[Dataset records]
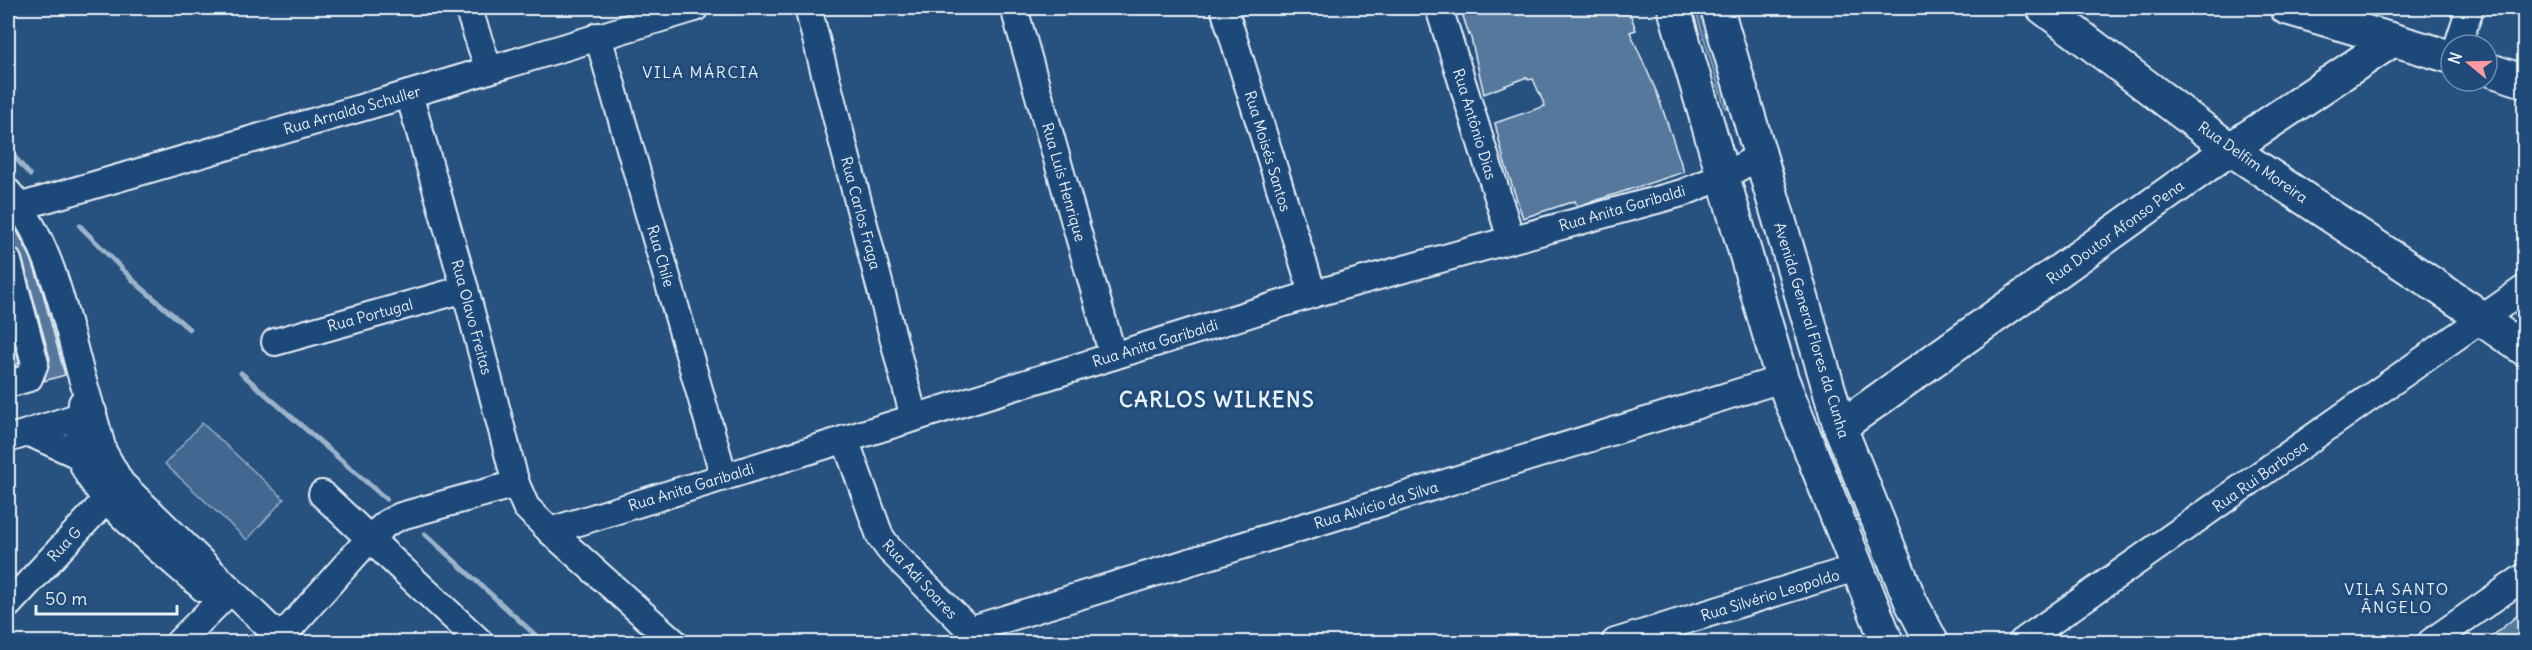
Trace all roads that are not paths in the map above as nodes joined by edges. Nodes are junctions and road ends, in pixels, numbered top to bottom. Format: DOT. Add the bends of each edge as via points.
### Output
graph roads {
  1 [pos="468,8"];
  2 [pos="695,8"];
  3 [pos="808,8"];
  4 [pos="1014,8"];
  5 [pos="1224,8"];
  6 [pos="1439,8"];
  7 [pos="1674,8"];
  8 [pos="1717,8"];
  9 [pos="2043,8"];
  10 [pos="2286,8"];
  11 [pos="2470,8"];
  12 [pos="2462,33"];
  13 [pos="598,36"];
  14 [pos="2393,40"];
  15 [pos="2439,53"];
  16 [pos="489,69"];
  17 [pos="2499,73"];
  18 [pos="2524,81"];
  19 [pos="409,94"];
  20 [pos="2230,149"];
  21 [pos="1760,156"];
  22 [pos="1724,176"];
  23 [pos="12,202"];
  24 [pos="1511,239"];
  25 [pos="42,248"];
  26 [pos="8,260"];
  27 [pos="465,289"];
  28 [pos="2524,289"];
  29 [pos="1313,294"];
  30 [pos="2483,312"];
  31 [pos="2524,326"];
  32 [pos="275,342"];
  33 [pos="2524,349"];
  34 [pos="1113,356"];
  35 [pos="1782,379"];
  36 [pos="8,381"];
  37 [pos="87,414"];
  38 [pos="914,418"];
  39 [pos="1840,427"];
  40 [pos="19,436"];
  41 [pos="845,439"];
  42 [pos="80,456"];
  43 [pos="724,477"];
  44 [pos="516,484"];
  45 [pos="114,491"];
  46 [pos="322,494"];
  47 [pos="550,531"];
  48 [pos="371,537"];
  49 [pos="1856,568"];
  50 [pos="2524,577"];
  51 [pos="225,597"];
  52 [pos="8,605"];
  53 [pos="976,636"];
  54 [pos="179,642"];
  55 [pos="275,642"];
  56 [pos="480,642"];
  57 [pos="675,642"];
  58 [pos="1615,642"];
  59 [pos="1887,642"];
  60 [pos="1932,642"];
  61 [pos="2022,642"];
  62 [pos="2431,642"];
  1 -- 16 [label="street"];
  2 -- 13 [label="street, Rua Arnaldo Schuller"];
  3 -- 38 [label="street, Rua Carlos Fraga"];
  4 -- 34 [label="street, Rua Luís Henrique"];
  5 -- 29 [label="street, Rua Moisés Santos"];
  6 -- 24 [label="street, Rua Antônio Dias"];
  7 -- 22 [label="main road"];
  8 -- 21 [label="main road, Avenida General Flores da Cunha"];
  9 -- 20 [label="main road, Rua Delfim Moreira"];
  10 -- 14 [label="main road"];
  11 -- 12 [label="street"];
  13 -- 16 [label="street, Rua Arnaldo Schuller"];
  13 -- 43 [label="street, Rua Chile"];
  14 -- 15 [label="main road"];
  14 -- 20 [label="main road, Rua Doutor Afonso Pena"];
  16 -- 19 [label="street, Rua Arnaldo Schuller"];
  17 -- 18 [label="main road"];
  19 -- 23 [label="street, Rua Arnaldo Schuller"];
  19 -- 27 [label="street, Rua Olavo Freitas"];
  20 -- 30 [label="main road, Rua Delfim Moreira"];
  20 -- 39 [label="main road, Rua Doutor Afonso Pena"];
  21 -- 22 [label="street, Rua Anita Garibaldi"];
  21 -- 39 [label="main road, Avenida General Flores da Cunha"];
  22 -- 24 [label="street, Rua Anita Garibaldi" via="1682,193"];
  22 -- 35 [label="main road"];
  23 -- 25 [label="street"];
  24 -- 29 [label="street, Rua Anita Garibaldi"];
  25 -- 26 [label="street"];
  25 -- 37 [label="street" via="63,308 83,382"];
  26 -- 36 [label="street" via="35,363 29,378"];
  27 -- 32 [label="street, Rua Portugal"];
  27 -- 44 [label="street, Rua Olavo Freitas"];
  28 -- 30 [label="street, Rua Rui Barbosa"];
  29 -- 34 [label="street, Rua Anita Garibaldi"];
  30 -- 31 [label="main road, Rua Delfim Moreira"];
  30 -- 33 [label="main road, Rua Delfim Moreira"];
  30 -- 61 [label="street, Rua Rui Barbosa"];
  34 -- 38 [label="street, Rua Anita Garibaldi"];
  35 -- 49 [label="main road"];
  35 -- 53 [label="street, Rua Alvício da Silva"];
  37 -- 40 [label="street"];
  37 -- 42 [label="street"];
  37 -- 45 [label="street"];
  38 -- 41 [label="street, Rua Anita Garibaldi"];
  39 -- 60 [label="main road, Avenida General Flores da Cunha" via="1911,602"];
  40 -- 42 [label="street"];
  41 -- 43 [label="street, Rua Anita Garibaldi"];
  41 -- 53 [label="street, Rua Adi Soares" via="880,536"];
  42 -- 45 [label="street" via="86,474"];
  43 -- 47 [label="street, Rua Anita Garibaldi"];
  44 -- 47 [label="street, Rua Olavo Freitas" via="526,507"];
  44 -- 48 [label="street" via="401,516"];
  45 -- 51 [label="street"];
  45 -- 52 [label="street, Rua G"];
  46 -- 48 [label="street"];
  47 -- 57 [label="street, Rua Olavo Freitas"];
  48 -- 55 [label="street"];
  48 -- 56 [label="street"];
  49 -- 58 [label="street, Rua Silvério Leopoldo"];
  49 -- 59 [label="main road"];
  50 -- 62 [label="street"];
  51 -- 54 [label="street"];
  51 -- 55 [label="street"];
}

WHAT YOU WILL DO
Go through the entries above and output them exactly, without pictures.

SOLUTION FOR THIS TASK
Trace all roads that are not paths in the map above as nodes joined by edges. Nodes are junctions and road ends, in pixels, numbered top to bottom. Format: DOT. Add the bends of each edge as via points.
### Output
graph roads {
  1 [pos="468,8"];
  2 [pos="695,8"];
  3 [pos="808,8"];
  4 [pos="1014,8"];
  5 [pos="1224,8"];
  6 [pos="1439,8"];
  7 [pos="1674,8"];
  8 [pos="1717,8"];
  9 [pos="2043,8"];
  10 [pos="2286,8"];
  11 [pos="2470,8"];
  12 [pos="2462,33"];
  13 [pos="598,36"];
  14 [pos="2393,40"];
  15 [pos="2439,53"];
  16 [pos="489,69"];
  17 [pos="2499,73"];
  18 [pos="2524,81"];
  19 [pos="409,94"];
  20 [pos="2230,149"];
  21 [pos="1760,156"];
  22 [pos="1724,176"];
  23 [pos="12,202"];
  24 [pos="1511,239"];
  25 [pos="42,248"];
  26 [pos="8,260"];
  27 [pos="465,289"];
  28 [pos="2524,289"];
  29 [pos="1313,294"];
  30 [pos="2483,312"];
  31 [pos="2524,326"];
  32 [pos="275,342"];
  33 [pos="2524,349"];
  34 [pos="1113,356"];
  35 [pos="1782,379"];
  36 [pos="8,381"];
  37 [pos="87,414"];
  38 [pos="914,418"];
  39 [pos="1840,427"];
  40 [pos="19,436"];
  41 [pos="845,439"];
  42 [pos="80,456"];
  43 [pos="724,477"];
  44 [pos="516,484"];
  45 [pos="114,491"];
  46 [pos="322,494"];
  47 [pos="550,531"];
  48 [pos="371,537"];
  49 [pos="1856,568"];
  50 [pos="2524,577"];
  51 [pos="225,597"];
  52 [pos="8,605"];
  53 [pos="976,636"];
  54 [pos="179,642"];
  55 [pos="275,642"];
  56 [pos="480,642"];
  57 [pos="675,642"];
  58 [pos="1615,642"];
  59 [pos="1887,642"];
  60 [pos="1932,642"];
  61 [pos="2022,642"];
  62 [pos="2431,642"];
  1 -- 16 [label="street"];
  2 -- 13 [label="street, Rua Arnaldo Schuller"];
  3 -- 38 [label="street, Rua Carlos Fraga"];
  4 -- 34 [label="street, Rua Luís Henrique"];
  5 -- 29 [label="street, Rua Moisés Santos"];
  6 -- 24 [label="street, Rua Antônio Dias"];
  7 -- 22 [label="main road"];
  8 -- 21 [label="main road, Avenida General Flores da Cunha"];
  9 -- 20 [label="main road, Rua Delfim Moreira"];
  10 -- 14 [label="main road"];
  11 -- 12 [label="street"];
  13 -- 16 [label="street, Rua Arnaldo Schuller"];
  13 -- 43 [label="street, Rua Chile"];
  14 -- 15 [label="main road"];
  14 -- 20 [label="main road, Rua Doutor Afonso Pena"];
  16 -- 19 [label="street, Rua Arnaldo Schuller"];
  17 -- 18 [label="main road"];
  19 -- 23 [label="street, Rua Arnaldo Schuller"];
  19 -- 27 [label="street, Rua Olavo Freitas"];
  20 -- 30 [label="main road, Rua Delfim Moreira"];
  20 -- 39 [label="main road, Rua Doutor Afonso Pena"];
  21 -- 22 [label="street, Rua Anita Garibaldi"];
  21 -- 39 [label="main road, Avenida General Flores da Cunha"];
  22 -- 24 [label="street, Rua Anita Garibaldi" via="1682,193"];
  22 -- 35 [label="main road"];
  23 -- 25 [label="street"];
  24 -- 29 [label="street, Rua Anita Garibaldi"];
  25 -- 26 [label="street"];
  25 -- 37 [label="street" via="63,308 83,382"];
  26 -- 36 [label="street" via="35,363 29,378"];
  27 -- 32 [label="street, Rua Portugal"];
  27 -- 44 [label="street, Rua Olavo Freitas"];
  28 -- 30 [label="street, Rua Rui Barbosa"];
  29 -- 34 [label="street, Rua Anita Garibaldi"];
  30 -- 31 [label="main road, Rua Delfim Moreira"];
  30 -- 33 [label="main road, Rua Delfim Moreira"];
  30 -- 61 [label="street, Rua Rui Barbosa"];
  34 -- 38 [label="street, Rua Anita Garibaldi"];
  35 -- 49 [label="main road"];
  35 -- 53 [label="street, Rua Alvício da Silva"];
  37 -- 40 [label="street"];
  37 -- 42 [label="street"];
  37 -- 45 [label="street"];
  38 -- 41 [label="street, Rua Anita Garibaldi"];
  39 -- 60 [label="main road, Avenida General Flores da Cunha" via="1911,602"];
  40 -- 42 [label="street"];
  41 -- 43 [label="street, Rua Anita Garibaldi"];
  41 -- 53 [label="street, Rua Adi Soares" via="880,536"];
  42 -- 45 [label="street" via="86,474"];
  43 -- 47 [label="street, Rua Anita Garibaldi"];
  44 -- 47 [label="street, Rua Olavo Freitas" via="526,507"];
  44 -- 48 [label="street" via="401,516"];
  45 -- 51 [label="street"];
  45 -- 52 [label="street, Rua G"];
  46 -- 48 [label="street"];
  47 -- 57 [label="street, Rua Olavo Freitas"];
  48 -- 55 [label="street"];
  48 -- 56 [label="street"];
  49 -- 58 [label="street, Rua Silvério Leopoldo"];
  49 -- 59 [label="main road"];
  50 -- 62 [label="street"];
  51 -- 54 [label="street"];
  51 -- 55 [label="street"];
}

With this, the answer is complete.